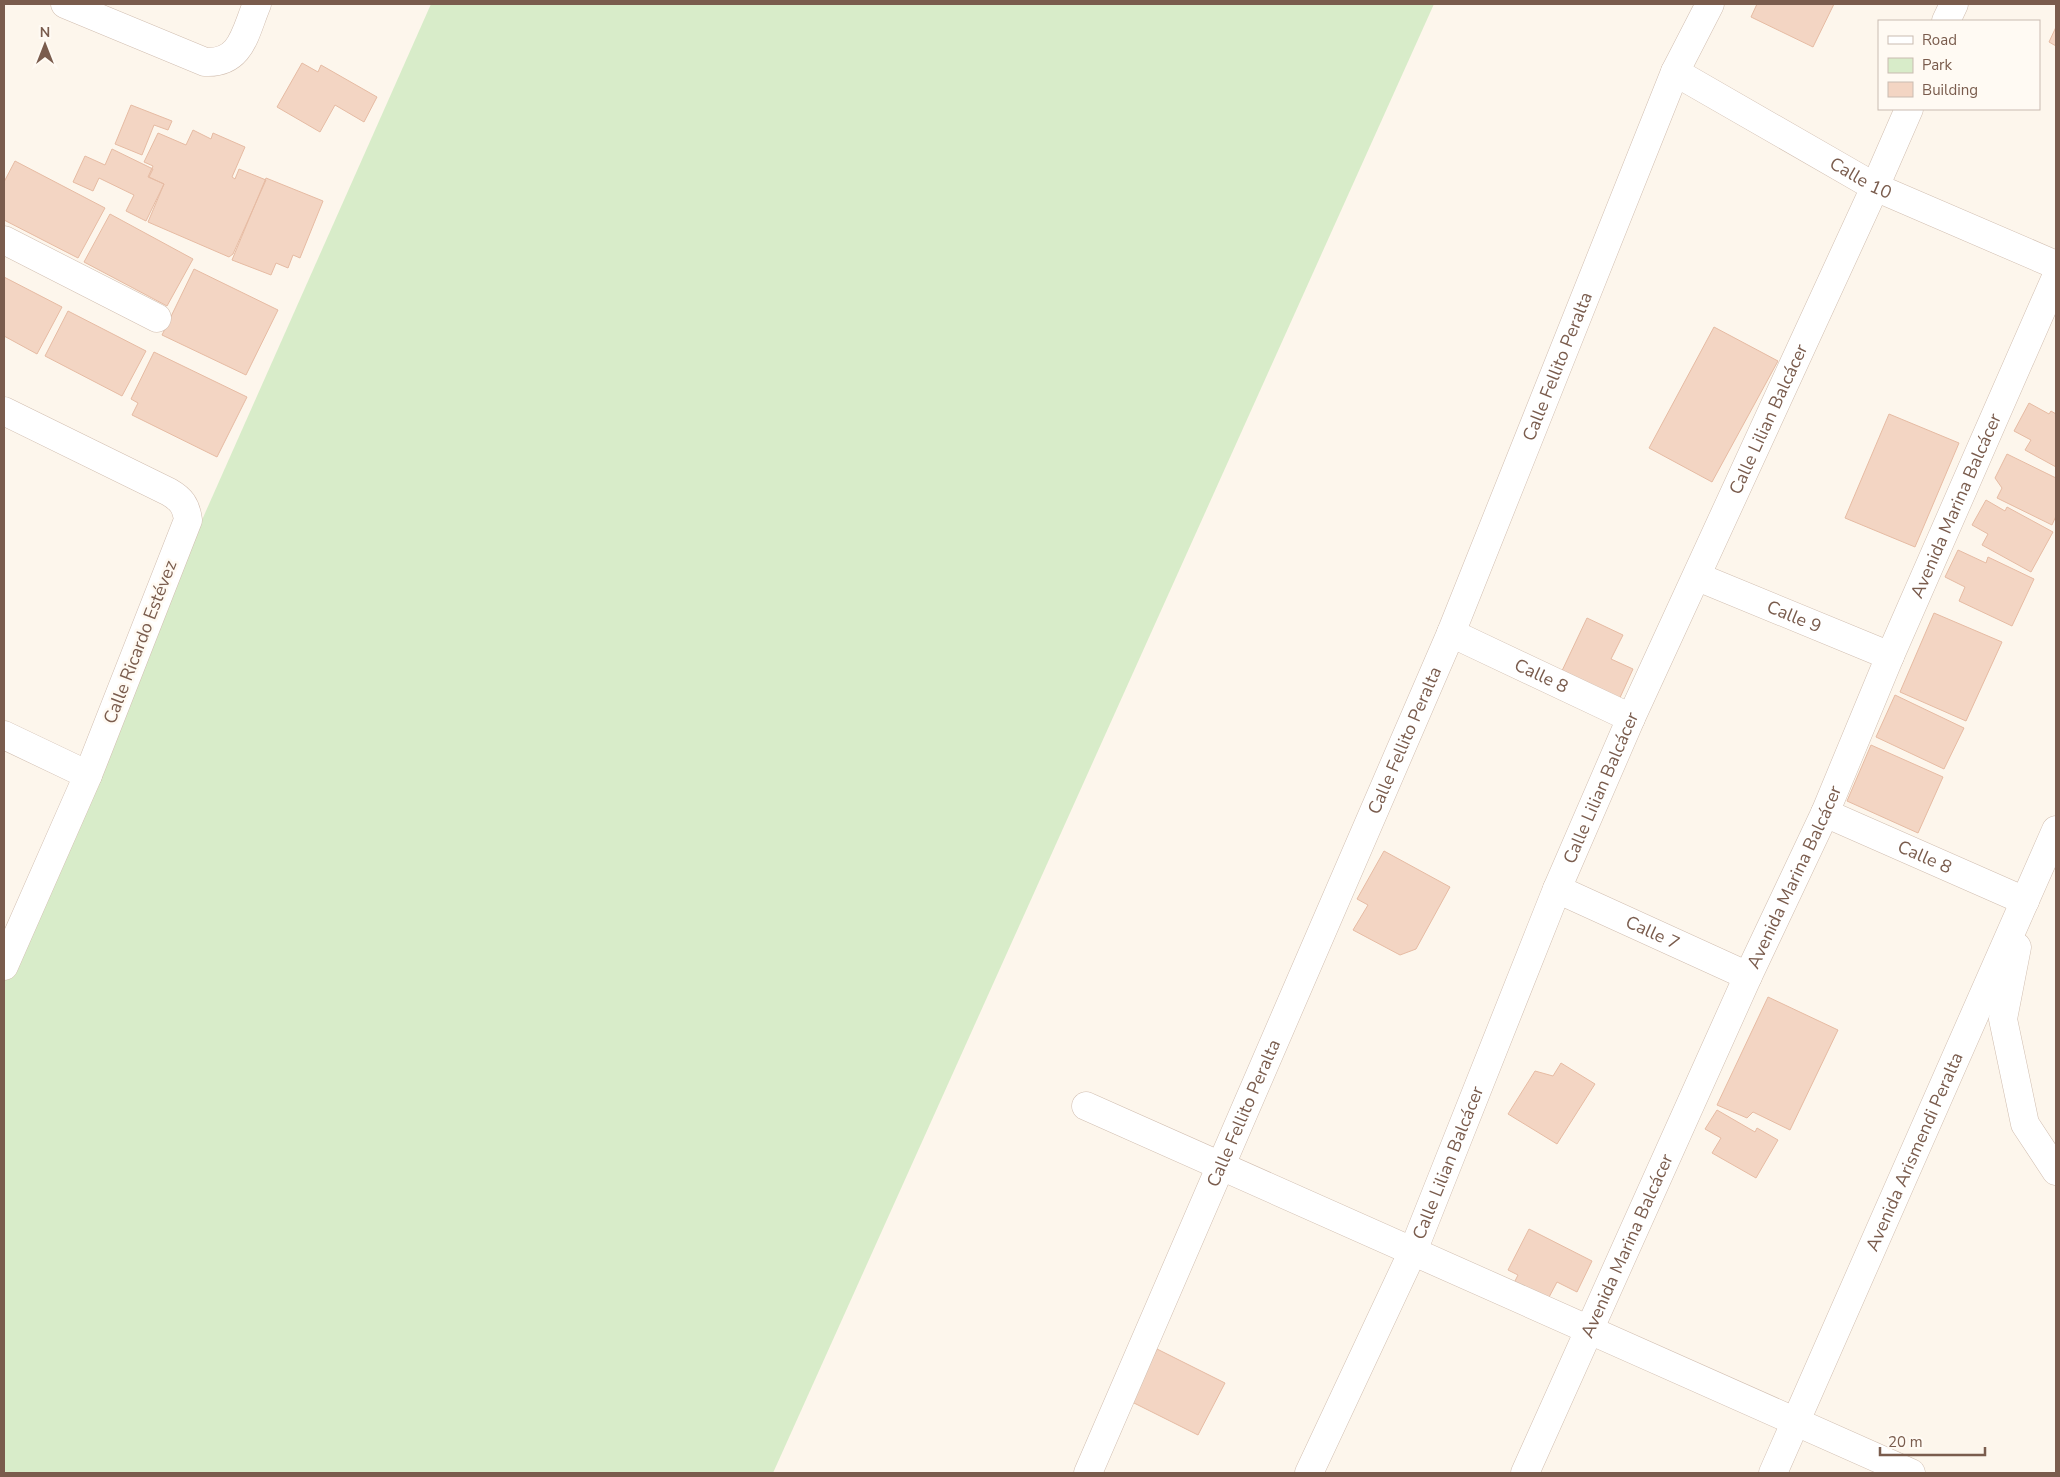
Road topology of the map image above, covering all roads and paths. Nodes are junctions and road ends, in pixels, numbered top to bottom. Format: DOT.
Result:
graph roads {
  1 [pos="65,4"];
  2 [pos="257,4"];
  3 [pos="1710,4"];
  4 [pos="1954,4"];
  5 [pos="1946,20"];
  6 [pos="1676,72"];
  7 [pos="1909,110"];
  8 [pos="1875,187"];
  9 [pos="4,240"];
  10 [pos="2056,265"];
  11 [pos="2056,277"];
  12 [pos="157,318"];
  13 [pos="4,411"];
  14 [pos="1698,577"];
  15 [pos="1451,633"];
  16 [pos="1890,656"];
  17 [pos="1631,718"];
  18 [pos="4,735"];
  19 [pos="88,775"];
  20 [pos="1824,813"];
  21 [pos="2056,830"];
  22 [pos="2056,860"];
  23 [pos="1557,889"];
  24 [pos="2025,901"];
  25 [pos="4,966"];
  26 [pos="1748,976"];
  27 [pos="1086,1106"];
  28 [pos="1222,1168"];
  29 [pos="2056,1170"];
  30 [pos="1413,1251"];
  31 [pos="1589,1330"];
  32 [pos="1796,1422"];
  33 [pos="1088,1473"];
  34 [pos="1309,1473"];
  35 [pos="1525,1473"];
  36 [pos="1773,1473"];
  37 [pos="1911,1473"];
  1 -- 2 [label="street"];
  3 -- 6 [label="street, Calle Fellito Peralta"];
  4 -- 5 [label="street"];
  6 -- 8 [label="street, Calle 10"];
  6 -- 15 [label="street, Calle Fellito Peralta"];
  7 -- 8 [label="street, Calle Lilian Balcácer"];
  8 -- 10 [label="street, Calle 10"];
  8 -- 14 [label="street, Calle Lilian Balcácer"];
  9 -- 12 [label="street"];
  11 -- 16 [label="street, Avenida Marina Balcácer"];
  13 -- 19 [label="street, Calle Ricardo Estévez"];
  14 -- 16 [label="street, Calle 9"];
  14 -- 17 [label="street, Calle Lilian Balcácer"];
  15 -- 17 [label="street, Calle 8"];
  15 -- 28 [label="street, Calle Fellito Peralta"];
  16 -- 20 [label="street, Avenida Marina Balcácer"];
  17 -- 23 [label="street, Calle Lilian Balcácer"];
  18 -- 19 [label="street"];
  19 -- 25 [label="street, Calle Ricardo Estévez"];
  20 -- 24 [label="street, Calle 8"];
  20 -- 26 [label="street, Avenida Marina Balcácer"];
  21 -- 24 [label="street, Avenida Arismendi Peralta"];
  22 -- 24 [label="street"];
  23 -- 26 [label="street, Calle 7"];
  23 -- 30 [label="street, Calle Lilian Balcácer"];
  24 -- 29 [label="street"];
  24 -- 32 [label="street, Avenida Arismendi Peralta"];
  26 -- 31 [label="street, Avenida Marina Balcácer"];
  27 -- 28 [label="street"];
  28 -- 30 [label="street"];
  28 -- 33 [label="street, Calle Fellito Peralta"];
  30 -- 31 [label="street"];
  30 -- 34 [label="street, Calle Lilian Balcácer"];
  31 -- 32 [label="street"];
  31 -- 35 [label="street, Avenida Marina Balcácer"];
  32 -- 36 [label="street, Avenida Arismendi Peralta"];
  32 -- 37 [label="street"];
}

════

Word for word, restate all of the records. Exclude the pictures.

Road topology of the map image above, covering all roads and paths. Nodes are junctions and road ends, in pixels, numbered top to bottom. Format: DOT.
Result:
graph roads {
  1 [pos="65,4"];
  2 [pos="257,4"];
  3 [pos="1710,4"];
  4 [pos="1954,4"];
  5 [pos="1946,20"];
  6 [pos="1676,72"];
  7 [pos="1909,110"];
  8 [pos="1875,187"];
  9 [pos="4,240"];
  10 [pos="2056,265"];
  11 [pos="2056,277"];
  12 [pos="157,318"];
  13 [pos="4,411"];
  14 [pos="1698,577"];
  15 [pos="1451,633"];
  16 [pos="1890,656"];
  17 [pos="1631,718"];
  18 [pos="4,735"];
  19 [pos="88,775"];
  20 [pos="1824,813"];
  21 [pos="2056,830"];
  22 [pos="2056,860"];
  23 [pos="1557,889"];
  24 [pos="2025,901"];
  25 [pos="4,966"];
  26 [pos="1748,976"];
  27 [pos="1086,1106"];
  28 [pos="1222,1168"];
  29 [pos="2056,1170"];
  30 [pos="1413,1251"];
  31 [pos="1589,1330"];
  32 [pos="1796,1422"];
  33 [pos="1088,1473"];
  34 [pos="1309,1473"];
  35 [pos="1525,1473"];
  36 [pos="1773,1473"];
  37 [pos="1911,1473"];
  1 -- 2 [label="street"];
  3 -- 6 [label="street, Calle Fellito Peralta"];
  4 -- 5 [label="street"];
  6 -- 8 [label="street, Calle 10"];
  6 -- 15 [label="street, Calle Fellito Peralta"];
  7 -- 8 [label="street, Calle Lilian Balcácer"];
  8 -- 10 [label="street, Calle 10"];
  8 -- 14 [label="street, Calle Lilian Balcácer"];
  9 -- 12 [label="street"];
  11 -- 16 [label="street, Avenida Marina Balcácer"];
  13 -- 19 [label="street, Calle Ricardo Estévez"];
  14 -- 16 [label="street, Calle 9"];
  14 -- 17 [label="street, Calle Lilian Balcácer"];
  15 -- 17 [label="street, Calle 8"];
  15 -- 28 [label="street, Calle Fellito Peralta"];
  16 -- 20 [label="street, Avenida Marina Balcácer"];
  17 -- 23 [label="street, Calle Lilian Balcácer"];
  18 -- 19 [label="street"];
  19 -- 25 [label="street, Calle Ricardo Estévez"];
  20 -- 24 [label="street, Calle 8"];
  20 -- 26 [label="street, Avenida Marina Balcácer"];
  21 -- 24 [label="street, Avenida Arismendi Peralta"];
  22 -- 24 [label="street"];
  23 -- 26 [label="street, Calle 7"];
  23 -- 30 [label="street, Calle Lilian Balcácer"];
  24 -- 29 [label="street"];
  24 -- 32 [label="street, Avenida Arismendi Peralta"];
  26 -- 31 [label="street, Avenida Marina Balcácer"];
  27 -- 28 [label="street"];
  28 -- 30 [label="street"];
  28 -- 33 [label="street, Calle Fellito Peralta"];
  30 -- 31 [label="street"];
  30 -- 34 [label="street, Calle Lilian Balcácer"];
  31 -- 32 [label="street"];
  31 -- 35 [label="street, Avenida Marina Balcácer"];
  32 -- 36 [label="street, Avenida Arismendi Peralta"];
  32 -- 37 [label="street"];
}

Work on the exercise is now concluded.